Try it:
From the entries provided below, copy each line that contains the word "ends".

Stored data entries
.....

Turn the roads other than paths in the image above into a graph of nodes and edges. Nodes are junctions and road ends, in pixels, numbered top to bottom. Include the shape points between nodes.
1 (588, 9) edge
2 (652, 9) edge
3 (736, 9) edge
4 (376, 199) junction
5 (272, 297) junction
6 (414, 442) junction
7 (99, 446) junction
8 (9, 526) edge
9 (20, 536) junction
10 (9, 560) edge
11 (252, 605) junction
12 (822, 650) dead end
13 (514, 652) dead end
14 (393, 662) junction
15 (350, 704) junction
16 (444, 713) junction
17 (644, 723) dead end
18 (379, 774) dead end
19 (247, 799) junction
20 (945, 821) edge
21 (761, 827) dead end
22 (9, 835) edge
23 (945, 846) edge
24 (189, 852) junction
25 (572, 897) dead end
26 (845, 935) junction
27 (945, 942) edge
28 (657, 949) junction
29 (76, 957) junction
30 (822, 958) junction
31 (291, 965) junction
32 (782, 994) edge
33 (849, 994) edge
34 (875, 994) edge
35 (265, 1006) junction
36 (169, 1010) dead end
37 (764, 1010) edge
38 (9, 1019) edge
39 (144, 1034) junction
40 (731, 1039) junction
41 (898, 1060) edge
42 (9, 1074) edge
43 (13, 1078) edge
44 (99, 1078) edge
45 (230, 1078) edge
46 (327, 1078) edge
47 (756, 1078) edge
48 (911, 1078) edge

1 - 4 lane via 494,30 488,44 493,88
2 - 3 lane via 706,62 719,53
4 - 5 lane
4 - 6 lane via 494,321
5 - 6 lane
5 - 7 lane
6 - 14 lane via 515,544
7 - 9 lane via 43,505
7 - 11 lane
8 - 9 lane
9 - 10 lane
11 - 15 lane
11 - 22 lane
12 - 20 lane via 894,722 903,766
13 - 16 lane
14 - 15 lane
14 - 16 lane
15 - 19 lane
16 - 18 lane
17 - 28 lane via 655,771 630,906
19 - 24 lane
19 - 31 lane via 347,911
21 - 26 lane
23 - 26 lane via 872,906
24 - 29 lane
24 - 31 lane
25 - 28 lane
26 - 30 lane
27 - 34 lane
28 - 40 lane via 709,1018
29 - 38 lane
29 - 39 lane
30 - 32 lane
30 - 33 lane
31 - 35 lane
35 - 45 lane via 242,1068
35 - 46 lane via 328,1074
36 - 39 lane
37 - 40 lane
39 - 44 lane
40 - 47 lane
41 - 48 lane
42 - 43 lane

.....

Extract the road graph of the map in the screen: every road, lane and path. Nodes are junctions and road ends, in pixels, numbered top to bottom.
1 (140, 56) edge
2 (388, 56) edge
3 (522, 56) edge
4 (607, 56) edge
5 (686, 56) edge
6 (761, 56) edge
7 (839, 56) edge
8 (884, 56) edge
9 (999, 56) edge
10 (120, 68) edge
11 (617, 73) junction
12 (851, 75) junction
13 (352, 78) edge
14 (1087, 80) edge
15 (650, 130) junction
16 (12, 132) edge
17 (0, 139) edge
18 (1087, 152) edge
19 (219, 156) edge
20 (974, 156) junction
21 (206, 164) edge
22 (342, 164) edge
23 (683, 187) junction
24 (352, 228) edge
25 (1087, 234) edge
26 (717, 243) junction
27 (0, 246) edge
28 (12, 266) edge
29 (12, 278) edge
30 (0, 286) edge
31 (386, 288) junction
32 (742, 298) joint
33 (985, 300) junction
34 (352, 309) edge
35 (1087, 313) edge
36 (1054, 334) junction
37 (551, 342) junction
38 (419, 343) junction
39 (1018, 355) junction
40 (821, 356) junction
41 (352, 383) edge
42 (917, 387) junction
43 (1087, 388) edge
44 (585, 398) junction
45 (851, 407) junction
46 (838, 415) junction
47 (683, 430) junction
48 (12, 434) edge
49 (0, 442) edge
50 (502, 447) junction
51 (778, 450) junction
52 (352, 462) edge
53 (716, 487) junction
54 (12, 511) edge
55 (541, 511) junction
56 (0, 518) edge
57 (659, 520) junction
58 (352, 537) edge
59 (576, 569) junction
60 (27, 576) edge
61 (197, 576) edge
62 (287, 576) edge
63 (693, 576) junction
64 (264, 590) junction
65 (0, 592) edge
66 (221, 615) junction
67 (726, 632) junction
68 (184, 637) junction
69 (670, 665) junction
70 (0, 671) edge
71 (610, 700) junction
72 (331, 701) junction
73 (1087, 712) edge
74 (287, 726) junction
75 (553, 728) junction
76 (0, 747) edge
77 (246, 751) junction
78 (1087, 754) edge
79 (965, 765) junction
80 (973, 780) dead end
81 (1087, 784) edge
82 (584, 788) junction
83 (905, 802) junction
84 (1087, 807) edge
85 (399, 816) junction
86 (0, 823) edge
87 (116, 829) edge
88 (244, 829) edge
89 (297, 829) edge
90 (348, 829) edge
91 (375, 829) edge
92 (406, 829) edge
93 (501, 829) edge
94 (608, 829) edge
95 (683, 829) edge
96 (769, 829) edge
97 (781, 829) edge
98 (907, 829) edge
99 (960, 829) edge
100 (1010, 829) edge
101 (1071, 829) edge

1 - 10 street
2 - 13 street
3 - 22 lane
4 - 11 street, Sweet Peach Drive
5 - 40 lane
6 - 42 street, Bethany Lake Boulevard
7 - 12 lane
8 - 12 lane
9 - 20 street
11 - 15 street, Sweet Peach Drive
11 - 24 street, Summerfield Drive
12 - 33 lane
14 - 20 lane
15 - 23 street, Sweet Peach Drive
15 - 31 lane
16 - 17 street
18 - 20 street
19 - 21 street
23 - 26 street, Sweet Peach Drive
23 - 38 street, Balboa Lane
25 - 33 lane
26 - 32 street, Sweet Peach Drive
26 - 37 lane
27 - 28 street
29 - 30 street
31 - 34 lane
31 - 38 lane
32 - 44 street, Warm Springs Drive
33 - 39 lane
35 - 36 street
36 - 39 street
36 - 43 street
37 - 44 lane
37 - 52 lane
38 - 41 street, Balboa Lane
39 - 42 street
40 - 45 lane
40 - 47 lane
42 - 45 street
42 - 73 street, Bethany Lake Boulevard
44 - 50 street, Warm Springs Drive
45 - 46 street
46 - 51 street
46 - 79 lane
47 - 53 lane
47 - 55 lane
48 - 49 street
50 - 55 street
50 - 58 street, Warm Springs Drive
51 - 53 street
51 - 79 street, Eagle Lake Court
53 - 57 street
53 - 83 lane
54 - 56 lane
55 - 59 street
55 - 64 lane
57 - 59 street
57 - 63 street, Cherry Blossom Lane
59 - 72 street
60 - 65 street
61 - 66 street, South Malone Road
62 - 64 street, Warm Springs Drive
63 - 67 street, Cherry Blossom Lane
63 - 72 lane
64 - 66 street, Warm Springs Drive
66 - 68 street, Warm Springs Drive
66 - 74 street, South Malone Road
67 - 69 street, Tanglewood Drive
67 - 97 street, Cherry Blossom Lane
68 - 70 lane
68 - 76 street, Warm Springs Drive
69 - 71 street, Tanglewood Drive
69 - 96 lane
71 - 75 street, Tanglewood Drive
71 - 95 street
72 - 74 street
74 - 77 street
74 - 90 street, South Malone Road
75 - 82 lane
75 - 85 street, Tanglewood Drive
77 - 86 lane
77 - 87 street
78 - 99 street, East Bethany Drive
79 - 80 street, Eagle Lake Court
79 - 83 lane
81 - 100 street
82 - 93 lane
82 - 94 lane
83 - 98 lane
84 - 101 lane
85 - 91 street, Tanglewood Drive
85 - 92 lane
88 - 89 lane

.....

Written answer:
Turn the roads other than paths in the image above into a graph of nodes and edges. Nodes are junctions and road ends, in pixels, numbered top to bottom. Include the shape points between nodes.
Extract the road graph of the map in the screen: every road, lane and path. Nodes are junctions and road ends, in pixels, numbered top to bottom.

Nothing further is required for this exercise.